» **EXERCISE**: Write out the data below exactly, from its first line to the line containing "0 759 translate 1 -1 scale", that line included.
(DATA FOR THIS TASK begins)
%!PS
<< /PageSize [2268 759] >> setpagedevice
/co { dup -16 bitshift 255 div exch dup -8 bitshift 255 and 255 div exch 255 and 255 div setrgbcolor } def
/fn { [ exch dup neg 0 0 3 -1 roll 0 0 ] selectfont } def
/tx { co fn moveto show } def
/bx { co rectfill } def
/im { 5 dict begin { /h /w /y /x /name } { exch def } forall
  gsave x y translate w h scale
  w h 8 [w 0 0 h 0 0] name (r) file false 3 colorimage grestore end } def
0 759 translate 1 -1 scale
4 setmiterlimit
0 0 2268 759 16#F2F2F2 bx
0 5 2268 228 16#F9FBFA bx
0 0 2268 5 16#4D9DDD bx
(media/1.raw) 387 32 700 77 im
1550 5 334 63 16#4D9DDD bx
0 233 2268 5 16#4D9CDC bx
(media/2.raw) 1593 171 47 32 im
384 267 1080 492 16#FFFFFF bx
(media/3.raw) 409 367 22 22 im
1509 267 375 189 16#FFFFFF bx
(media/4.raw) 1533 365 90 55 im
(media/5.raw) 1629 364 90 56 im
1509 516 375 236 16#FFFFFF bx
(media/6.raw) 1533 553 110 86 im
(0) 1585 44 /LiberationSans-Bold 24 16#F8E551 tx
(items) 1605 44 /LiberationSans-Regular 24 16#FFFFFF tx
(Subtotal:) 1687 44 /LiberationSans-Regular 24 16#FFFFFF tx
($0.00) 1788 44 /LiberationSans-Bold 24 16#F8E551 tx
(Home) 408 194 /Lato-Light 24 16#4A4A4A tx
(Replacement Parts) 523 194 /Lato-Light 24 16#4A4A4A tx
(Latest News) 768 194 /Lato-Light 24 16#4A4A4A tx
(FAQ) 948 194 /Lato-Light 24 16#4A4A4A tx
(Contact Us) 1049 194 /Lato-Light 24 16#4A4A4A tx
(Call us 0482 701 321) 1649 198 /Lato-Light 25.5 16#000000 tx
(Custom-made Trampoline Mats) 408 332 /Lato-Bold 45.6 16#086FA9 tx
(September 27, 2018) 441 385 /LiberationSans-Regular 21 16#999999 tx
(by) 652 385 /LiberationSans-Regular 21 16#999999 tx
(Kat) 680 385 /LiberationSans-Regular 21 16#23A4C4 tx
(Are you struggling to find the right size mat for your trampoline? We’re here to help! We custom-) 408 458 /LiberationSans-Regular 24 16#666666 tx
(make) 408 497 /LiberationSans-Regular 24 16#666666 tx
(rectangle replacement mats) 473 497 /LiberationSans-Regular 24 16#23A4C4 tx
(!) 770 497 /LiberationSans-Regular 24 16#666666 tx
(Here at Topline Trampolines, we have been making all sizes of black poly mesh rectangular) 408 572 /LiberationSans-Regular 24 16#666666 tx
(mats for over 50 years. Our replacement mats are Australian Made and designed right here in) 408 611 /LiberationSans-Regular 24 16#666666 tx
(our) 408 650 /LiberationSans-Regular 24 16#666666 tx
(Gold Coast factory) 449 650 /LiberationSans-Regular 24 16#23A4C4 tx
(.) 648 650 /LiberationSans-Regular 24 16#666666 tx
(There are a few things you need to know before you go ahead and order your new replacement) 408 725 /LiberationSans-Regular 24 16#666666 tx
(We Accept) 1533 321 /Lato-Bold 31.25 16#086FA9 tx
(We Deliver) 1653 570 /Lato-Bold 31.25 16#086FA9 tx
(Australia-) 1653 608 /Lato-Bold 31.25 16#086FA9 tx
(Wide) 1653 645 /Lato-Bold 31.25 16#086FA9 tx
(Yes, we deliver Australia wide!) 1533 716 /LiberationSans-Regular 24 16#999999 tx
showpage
(DATA FOR THIS TASK ends)
» **PROBLEM SOLUTION**:
%!PS
<< /PageSize [2268 759] >> setpagedevice
/co { dup -16 bitshift 255 div exch dup -8 bitshift 255 and 255 div exch 255 and 255 div setrgbcolor } def
/fn { [ exch dup neg 0 0 3 -1 roll 0 0 ] selectfont } def
/tx { co fn moveto show } def
/bx { co rectfill } def
/im { 5 dict begin { /h /w /y /x /name } { exch def } forall
  gsave x y translate w h scale
  w h 8 [w 0 0 h 0 0] name (r) file false 3 colorimage grestore end } def
0 759 translate 1 -1 scale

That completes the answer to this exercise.